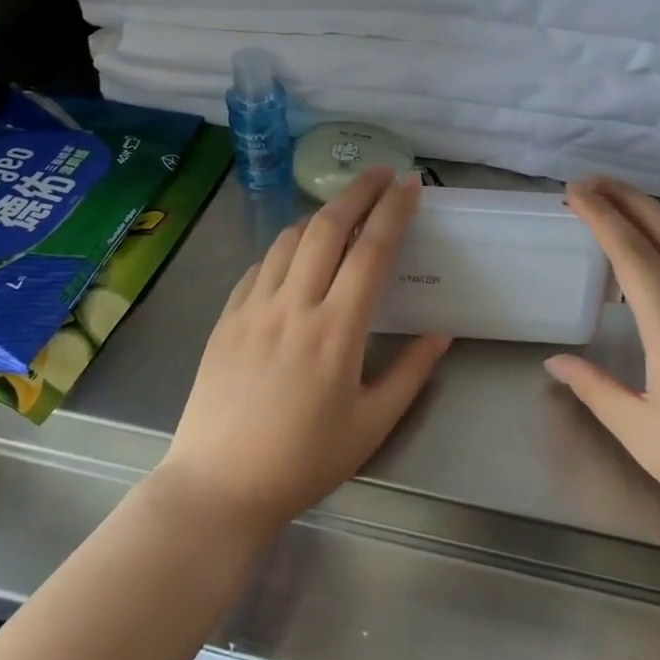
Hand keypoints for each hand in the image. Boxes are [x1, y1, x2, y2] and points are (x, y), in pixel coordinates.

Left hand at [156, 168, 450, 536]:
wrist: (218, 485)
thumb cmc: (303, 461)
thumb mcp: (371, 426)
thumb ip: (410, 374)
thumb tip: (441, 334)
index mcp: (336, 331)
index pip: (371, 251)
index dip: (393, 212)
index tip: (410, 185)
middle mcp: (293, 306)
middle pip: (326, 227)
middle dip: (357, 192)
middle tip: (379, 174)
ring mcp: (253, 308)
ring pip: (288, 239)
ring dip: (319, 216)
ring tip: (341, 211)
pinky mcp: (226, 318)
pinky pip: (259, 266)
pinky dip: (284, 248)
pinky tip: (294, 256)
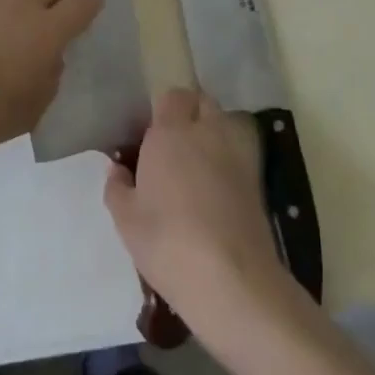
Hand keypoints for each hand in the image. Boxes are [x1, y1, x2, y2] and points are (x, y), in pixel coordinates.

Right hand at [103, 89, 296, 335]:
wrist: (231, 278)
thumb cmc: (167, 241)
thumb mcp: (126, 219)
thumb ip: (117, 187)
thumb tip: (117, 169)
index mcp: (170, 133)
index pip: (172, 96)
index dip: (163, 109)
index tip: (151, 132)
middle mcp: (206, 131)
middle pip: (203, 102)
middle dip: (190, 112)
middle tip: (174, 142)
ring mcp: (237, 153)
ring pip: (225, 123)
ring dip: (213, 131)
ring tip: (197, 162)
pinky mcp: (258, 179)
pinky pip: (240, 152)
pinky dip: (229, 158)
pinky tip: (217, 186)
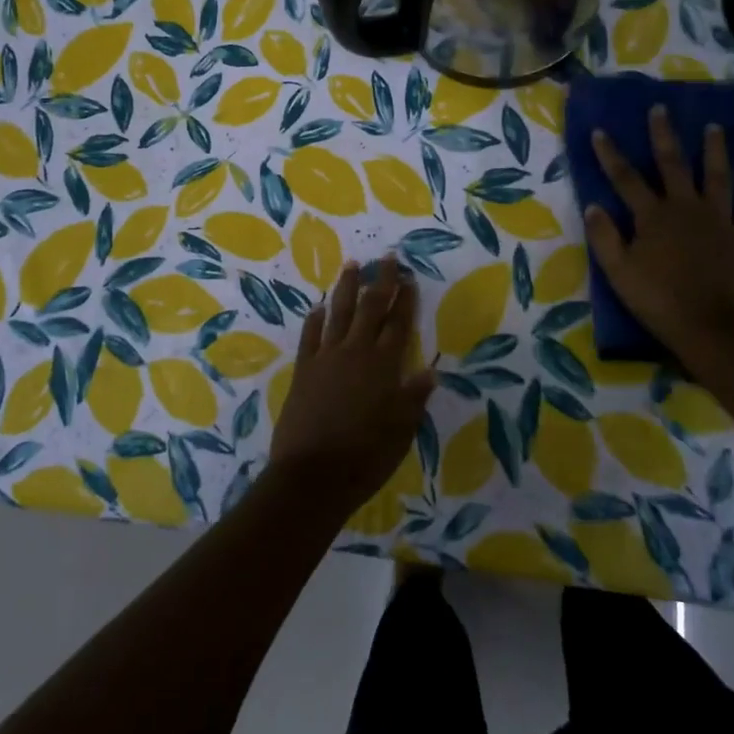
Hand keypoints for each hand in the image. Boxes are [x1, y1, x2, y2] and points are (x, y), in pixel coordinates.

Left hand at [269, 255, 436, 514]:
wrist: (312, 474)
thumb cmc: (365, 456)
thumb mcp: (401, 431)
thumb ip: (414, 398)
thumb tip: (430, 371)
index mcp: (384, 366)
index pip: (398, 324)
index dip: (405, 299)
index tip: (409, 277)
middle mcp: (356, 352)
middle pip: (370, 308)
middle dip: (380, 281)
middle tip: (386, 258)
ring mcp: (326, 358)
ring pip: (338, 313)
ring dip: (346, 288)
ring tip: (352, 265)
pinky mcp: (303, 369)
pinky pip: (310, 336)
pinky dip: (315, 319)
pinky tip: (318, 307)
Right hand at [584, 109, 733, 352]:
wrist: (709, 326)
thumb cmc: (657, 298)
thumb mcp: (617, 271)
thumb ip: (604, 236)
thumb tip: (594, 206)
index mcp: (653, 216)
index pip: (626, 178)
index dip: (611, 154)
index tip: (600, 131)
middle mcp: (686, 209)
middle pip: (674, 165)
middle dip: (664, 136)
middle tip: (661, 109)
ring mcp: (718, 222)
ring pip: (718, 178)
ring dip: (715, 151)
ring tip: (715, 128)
++++++
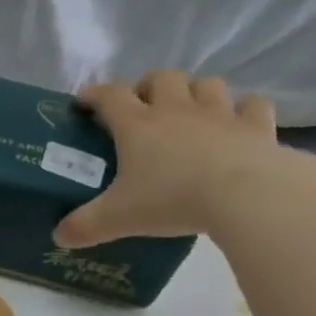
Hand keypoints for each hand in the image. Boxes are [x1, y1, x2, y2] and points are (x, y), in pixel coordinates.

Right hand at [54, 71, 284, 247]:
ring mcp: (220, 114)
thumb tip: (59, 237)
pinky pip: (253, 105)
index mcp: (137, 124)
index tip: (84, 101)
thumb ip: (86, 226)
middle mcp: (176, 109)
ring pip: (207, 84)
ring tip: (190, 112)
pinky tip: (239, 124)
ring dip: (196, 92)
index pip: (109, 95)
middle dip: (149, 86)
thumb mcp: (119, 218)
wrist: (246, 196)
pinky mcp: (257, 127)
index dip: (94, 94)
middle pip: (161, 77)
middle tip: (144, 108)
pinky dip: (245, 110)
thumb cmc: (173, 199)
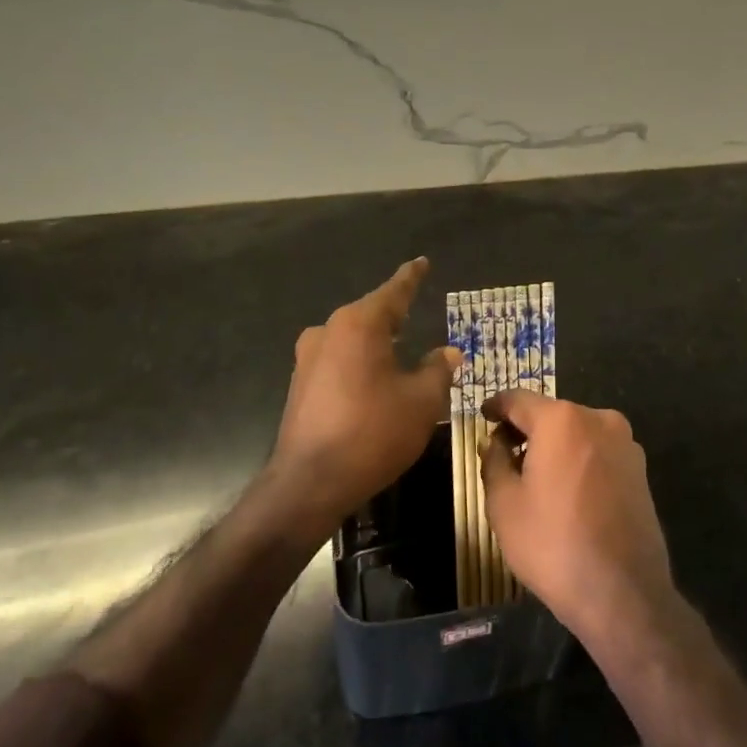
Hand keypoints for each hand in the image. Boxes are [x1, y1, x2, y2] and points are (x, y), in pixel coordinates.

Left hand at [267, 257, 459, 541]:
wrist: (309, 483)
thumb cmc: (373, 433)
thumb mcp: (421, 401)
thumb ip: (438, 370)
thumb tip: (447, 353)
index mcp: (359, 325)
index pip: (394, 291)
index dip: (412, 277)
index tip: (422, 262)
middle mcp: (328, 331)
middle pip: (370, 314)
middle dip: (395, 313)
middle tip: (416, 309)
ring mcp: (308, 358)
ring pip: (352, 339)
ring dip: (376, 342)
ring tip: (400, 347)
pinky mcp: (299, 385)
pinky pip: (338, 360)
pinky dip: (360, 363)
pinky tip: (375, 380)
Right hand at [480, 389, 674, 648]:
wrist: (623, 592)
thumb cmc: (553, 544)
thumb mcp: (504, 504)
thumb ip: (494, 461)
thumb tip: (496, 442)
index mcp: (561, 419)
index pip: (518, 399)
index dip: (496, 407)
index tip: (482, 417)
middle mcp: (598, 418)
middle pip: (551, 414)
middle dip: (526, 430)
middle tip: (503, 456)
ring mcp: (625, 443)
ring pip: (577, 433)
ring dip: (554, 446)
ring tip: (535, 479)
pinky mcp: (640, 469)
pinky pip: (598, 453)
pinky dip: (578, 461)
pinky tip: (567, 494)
++++++
## [EXERCISE INSTRUCTIONS]
For the material above, reproduce exactly the lines from the line with "thumb tip: (430, 371)" to the line with "wrist: (709, 326)", inclusive, and exclude all others.

## [RESPONSE TO THE TASK]
thumb tip: (430, 371)
index mcp: (384, 366)
index pip: (398, 324)
index dip: (405, 299)
index tip: (409, 277)
middle mcp: (356, 352)
middle pip: (370, 308)
middle dip: (380, 281)
middle tip: (386, 258)
ring mcp: (326, 358)
ring pip: (338, 313)
ring dip: (346, 288)
ring tip: (352, 265)
pinky mcp: (303, 369)
pinky pip: (310, 336)
pinky dip: (315, 319)
pinky tip: (318, 307)
Right hand at [584, 109, 733, 352]:
wrist: (709, 326)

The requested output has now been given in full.